EXTRACTED MATERIAL:
=== Begin Enclosure ===
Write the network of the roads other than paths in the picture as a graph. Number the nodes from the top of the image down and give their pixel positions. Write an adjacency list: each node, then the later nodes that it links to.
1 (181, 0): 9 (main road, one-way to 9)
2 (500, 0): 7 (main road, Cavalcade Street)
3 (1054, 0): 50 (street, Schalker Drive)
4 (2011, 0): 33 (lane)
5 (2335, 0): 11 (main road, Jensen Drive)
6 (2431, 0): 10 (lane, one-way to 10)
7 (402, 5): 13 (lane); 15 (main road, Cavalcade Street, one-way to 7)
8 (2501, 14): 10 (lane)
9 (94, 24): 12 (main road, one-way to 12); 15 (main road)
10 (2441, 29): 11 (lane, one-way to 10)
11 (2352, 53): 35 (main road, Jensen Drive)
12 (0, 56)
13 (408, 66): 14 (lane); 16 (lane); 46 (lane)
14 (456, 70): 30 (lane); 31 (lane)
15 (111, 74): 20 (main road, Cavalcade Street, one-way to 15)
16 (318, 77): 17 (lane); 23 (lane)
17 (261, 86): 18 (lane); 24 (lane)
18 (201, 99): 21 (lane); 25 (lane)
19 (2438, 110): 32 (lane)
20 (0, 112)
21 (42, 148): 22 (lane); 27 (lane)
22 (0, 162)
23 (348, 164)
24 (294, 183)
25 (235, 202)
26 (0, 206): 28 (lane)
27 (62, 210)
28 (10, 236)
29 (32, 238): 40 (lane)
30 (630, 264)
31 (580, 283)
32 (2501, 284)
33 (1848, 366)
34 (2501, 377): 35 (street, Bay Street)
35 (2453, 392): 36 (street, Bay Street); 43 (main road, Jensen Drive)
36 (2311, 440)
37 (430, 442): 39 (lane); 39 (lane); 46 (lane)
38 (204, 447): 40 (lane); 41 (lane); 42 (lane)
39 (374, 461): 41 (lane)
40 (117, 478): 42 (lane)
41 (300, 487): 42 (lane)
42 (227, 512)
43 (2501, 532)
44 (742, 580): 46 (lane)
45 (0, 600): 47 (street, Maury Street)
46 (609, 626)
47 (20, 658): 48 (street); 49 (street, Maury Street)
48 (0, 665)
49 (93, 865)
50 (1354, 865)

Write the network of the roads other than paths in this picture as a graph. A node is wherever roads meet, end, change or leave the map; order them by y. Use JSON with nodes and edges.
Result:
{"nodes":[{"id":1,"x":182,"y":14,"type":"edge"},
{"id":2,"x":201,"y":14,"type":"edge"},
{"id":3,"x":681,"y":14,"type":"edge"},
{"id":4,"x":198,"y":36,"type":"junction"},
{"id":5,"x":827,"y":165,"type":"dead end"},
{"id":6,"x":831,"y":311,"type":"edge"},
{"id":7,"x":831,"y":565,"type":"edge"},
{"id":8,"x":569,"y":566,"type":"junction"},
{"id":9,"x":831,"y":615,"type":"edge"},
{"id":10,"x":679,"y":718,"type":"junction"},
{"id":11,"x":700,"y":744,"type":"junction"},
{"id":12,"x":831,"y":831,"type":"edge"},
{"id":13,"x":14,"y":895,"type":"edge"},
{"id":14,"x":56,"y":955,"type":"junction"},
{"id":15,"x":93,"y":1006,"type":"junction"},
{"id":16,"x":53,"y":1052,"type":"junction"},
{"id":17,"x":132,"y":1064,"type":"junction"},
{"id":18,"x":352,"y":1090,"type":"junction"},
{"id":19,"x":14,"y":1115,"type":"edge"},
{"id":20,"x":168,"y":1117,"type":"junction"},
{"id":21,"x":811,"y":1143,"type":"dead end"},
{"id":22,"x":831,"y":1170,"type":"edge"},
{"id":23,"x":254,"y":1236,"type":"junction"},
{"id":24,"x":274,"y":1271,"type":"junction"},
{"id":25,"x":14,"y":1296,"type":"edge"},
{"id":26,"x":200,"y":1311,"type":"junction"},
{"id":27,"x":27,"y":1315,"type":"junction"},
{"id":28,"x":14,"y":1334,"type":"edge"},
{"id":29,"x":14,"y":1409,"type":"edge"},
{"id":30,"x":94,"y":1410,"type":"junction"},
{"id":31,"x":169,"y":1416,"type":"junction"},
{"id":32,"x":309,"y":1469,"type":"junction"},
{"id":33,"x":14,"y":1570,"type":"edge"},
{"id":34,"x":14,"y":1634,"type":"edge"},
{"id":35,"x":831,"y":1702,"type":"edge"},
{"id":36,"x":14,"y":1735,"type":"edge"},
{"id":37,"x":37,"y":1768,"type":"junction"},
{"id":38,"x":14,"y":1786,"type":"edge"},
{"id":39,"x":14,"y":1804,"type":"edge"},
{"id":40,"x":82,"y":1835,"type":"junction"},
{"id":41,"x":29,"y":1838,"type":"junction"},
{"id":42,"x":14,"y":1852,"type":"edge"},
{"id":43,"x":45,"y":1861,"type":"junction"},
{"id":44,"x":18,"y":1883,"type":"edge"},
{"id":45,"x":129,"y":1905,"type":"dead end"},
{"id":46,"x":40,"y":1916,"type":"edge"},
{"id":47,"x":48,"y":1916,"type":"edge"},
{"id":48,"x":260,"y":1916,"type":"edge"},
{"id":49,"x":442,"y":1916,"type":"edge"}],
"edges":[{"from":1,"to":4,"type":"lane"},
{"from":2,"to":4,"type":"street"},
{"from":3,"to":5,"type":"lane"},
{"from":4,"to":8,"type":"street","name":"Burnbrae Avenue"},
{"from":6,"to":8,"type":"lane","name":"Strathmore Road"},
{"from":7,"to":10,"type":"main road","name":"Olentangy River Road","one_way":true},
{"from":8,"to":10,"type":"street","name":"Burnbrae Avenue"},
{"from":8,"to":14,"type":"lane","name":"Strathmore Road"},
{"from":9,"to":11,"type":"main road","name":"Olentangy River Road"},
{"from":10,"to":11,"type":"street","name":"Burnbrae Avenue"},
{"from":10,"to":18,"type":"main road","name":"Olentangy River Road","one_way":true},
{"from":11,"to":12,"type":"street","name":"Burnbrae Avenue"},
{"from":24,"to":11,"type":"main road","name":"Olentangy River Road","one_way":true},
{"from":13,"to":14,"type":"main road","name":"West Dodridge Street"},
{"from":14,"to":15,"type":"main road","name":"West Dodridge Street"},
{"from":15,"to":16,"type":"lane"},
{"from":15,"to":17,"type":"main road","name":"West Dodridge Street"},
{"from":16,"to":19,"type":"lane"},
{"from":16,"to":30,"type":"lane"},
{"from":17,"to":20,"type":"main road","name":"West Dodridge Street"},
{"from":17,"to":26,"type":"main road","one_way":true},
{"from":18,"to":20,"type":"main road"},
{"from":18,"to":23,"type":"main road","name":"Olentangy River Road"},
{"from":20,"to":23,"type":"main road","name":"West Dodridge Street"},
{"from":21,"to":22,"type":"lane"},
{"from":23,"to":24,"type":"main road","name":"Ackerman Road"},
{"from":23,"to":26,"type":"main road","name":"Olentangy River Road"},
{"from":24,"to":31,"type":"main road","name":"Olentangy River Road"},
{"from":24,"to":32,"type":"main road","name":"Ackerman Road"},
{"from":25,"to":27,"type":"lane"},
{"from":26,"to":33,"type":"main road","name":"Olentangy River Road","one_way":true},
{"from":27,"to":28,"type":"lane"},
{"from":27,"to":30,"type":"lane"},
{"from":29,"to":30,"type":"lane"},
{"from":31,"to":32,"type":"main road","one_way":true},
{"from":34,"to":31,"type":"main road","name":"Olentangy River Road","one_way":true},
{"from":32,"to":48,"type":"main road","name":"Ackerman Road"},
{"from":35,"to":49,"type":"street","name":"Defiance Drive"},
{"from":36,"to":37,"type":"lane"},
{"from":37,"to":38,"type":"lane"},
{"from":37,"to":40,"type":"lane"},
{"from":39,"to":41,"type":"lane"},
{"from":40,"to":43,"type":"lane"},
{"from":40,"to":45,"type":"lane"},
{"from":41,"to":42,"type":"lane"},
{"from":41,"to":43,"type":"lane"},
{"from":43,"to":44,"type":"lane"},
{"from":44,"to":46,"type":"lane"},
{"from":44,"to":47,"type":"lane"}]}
=== End Enclosure ===
Search the listing above for "picture" and copy every line that holds it.

REPLY TO THE TASK:
Write the network of the roads other than paths in the picture as a graph. Number the nodes from the top of the image down and give their pixel positions. Write an adjacency list: each node, then the later nodes that it links to.
Write the network of the roads other than paths in this picture as a graph. A node is wherever roads meet, end, change or leave the map; order them by y. Use JSON with nodes and edges.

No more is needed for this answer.